The group is from North Hampton, Mass., and was started by Bob Cilman at the local senior center. He started it in 1983 and it has been going strong since then. While over the years the group has lost and gained members, the bond among them has kept them together.

The movie follows the chorus as it prepares for a new season with personal interviews of some of the members plus Bob, who is their musical director. It shows them learning their songs, Bob expressing frustration with the lack of forward progress and what happens to members in their personal lives leading up to the concert, which ends the film.

The music selection is more than eclectic. It ranges from James Brown to Coldplay and beyond. Despite the featured performers’ preference for classical and operatic music, they give everything a chance. Bob adds to their charm by arranging the music so the lyrics come alive with meaning because of, not in spite of, the age of the singers.

“Staying Alive” will never just be John Travolta strutting down a New York City street. It will also be what it means to an 80-year-old dying of congestive heart failure as he carries his oxygen tank while singing as he struts down a bowling alley with two young women on his arms.

The movie is not just about the power of music to lift people out of their lives but also about how we all lift each other out of our lives. It shows, in spades, the strength these things give us.

Time and again, the members talk about how important the chorus is to them. The motivation to be there to practice, to sing and to perform all gives them a reason to get up and moving in the morning.

It just underscores how important it is to have a direction and purpose in life.

As the baby boom population ages, the needs of seniors is becoming more paramount in society.

Efforts to make places, events and services all accessible are as much driven by ADA compliance as it is by business’ recognition that if they want this demographic to stay with them as they get older, then some things will have to change.

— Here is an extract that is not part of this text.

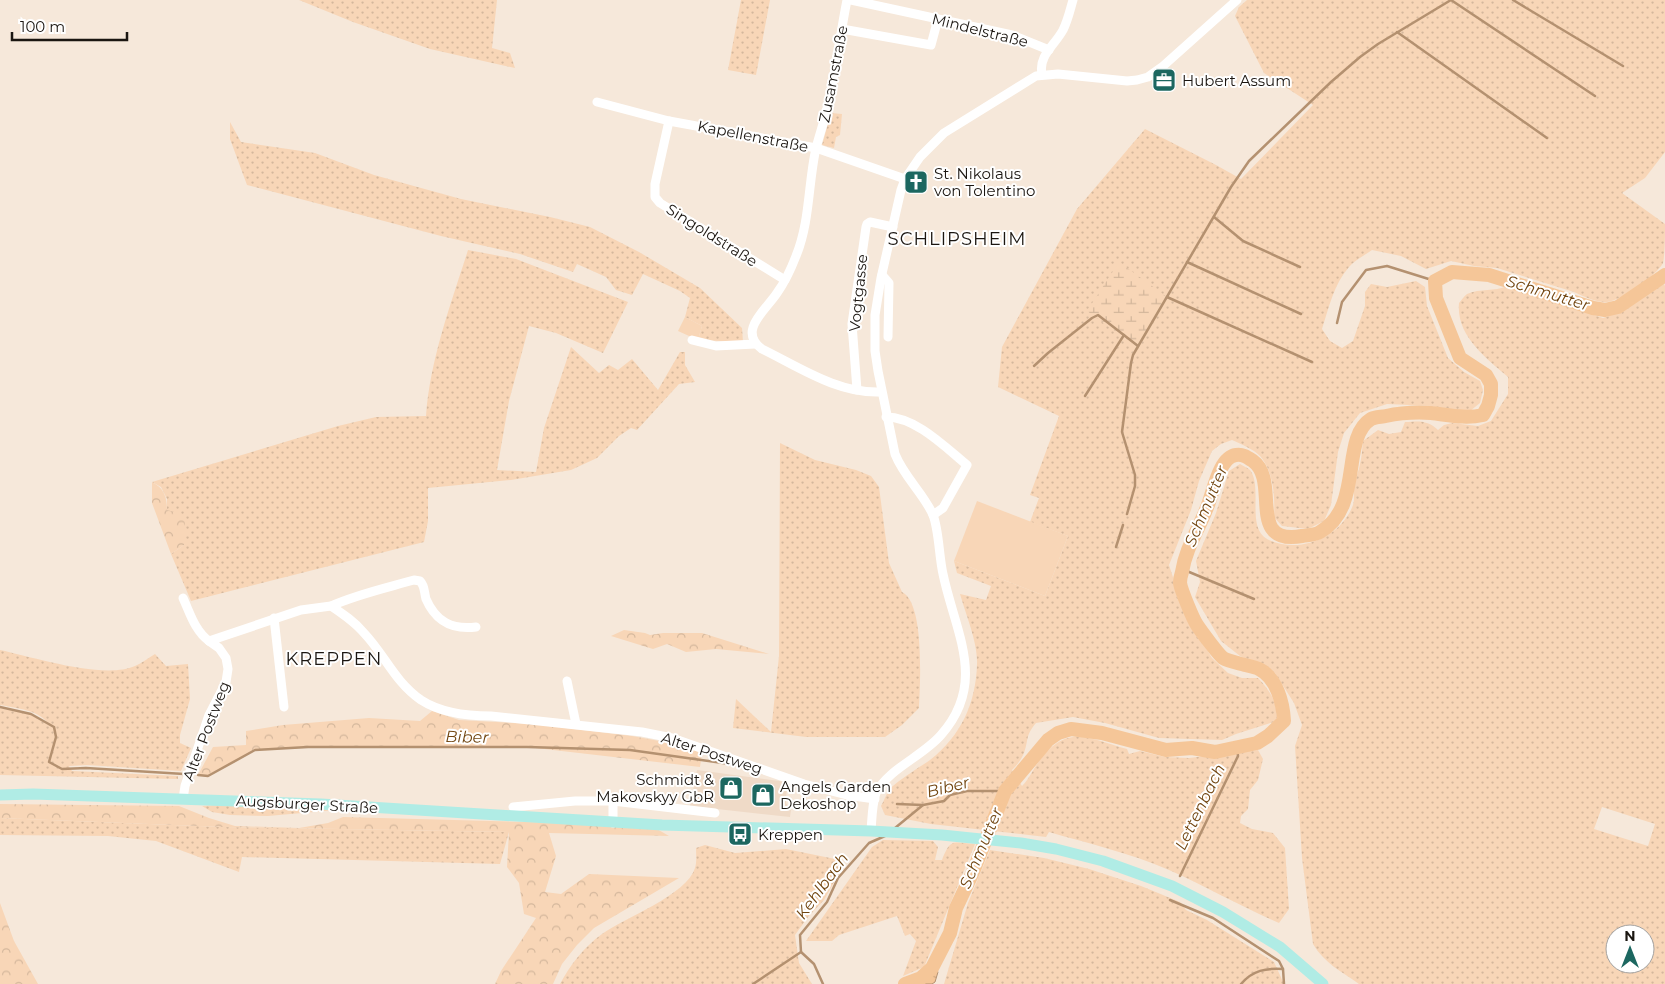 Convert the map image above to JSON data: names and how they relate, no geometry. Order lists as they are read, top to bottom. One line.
{"streets":{"main road":["Augsburger Straße"],"street":["Mindelstraße","Zusamstraße","Kapellenstraße","Singoldstraße","Vogtgasse","Alter Postweg"]},"crossings":[["Zusamstraße","Kapellenstraße"],["Zusamstraße","Singoldstraße"],["Kapellenstraße","Singoldstraße"],["Alter Postweg","Augsburger Straße"]],"districts":["SCHLIPSHEIM","KREPPEN"],"water":["Schmutter","Biber","Lettenbach","Kehlbach"],"places":{"office":["Hubert Assum"],"church":["St. Nikolaus von Tolentino"],"shop":["Schmidt & Makovskyy GbR","Angels Garden Dekoshop"],"bus stop":["Kreppen"]},"scale_bar":"100 m","north":"top"}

It is no longer enough to offer a senior discount. Theatres and show venues also need to offer listening devices and accessible seating. Housing standards need to continue to move toward accessibility with the larger doorways, hallways and appropriate bathroom fixtures. Smart builders recognize that family needs now include having the parents come home, not just the children.

During the filming of the movie, two key members of the chorus died just before their season opening.

While their pain showed, they all knew individually and collectively that going on with the show would be what their departed friends would have wanted them to do. It was not simply that the show must go on, but rather going on was the best way they could pay homage to their memories.

“Young at Heart” truly is a living example of “you are only as old as you think you are.” Despite all the infirmities and diseases that accompany aging, these folks have found their fountain of youth in their music and the accompanying companionship.

It is a life lesson we all could follow.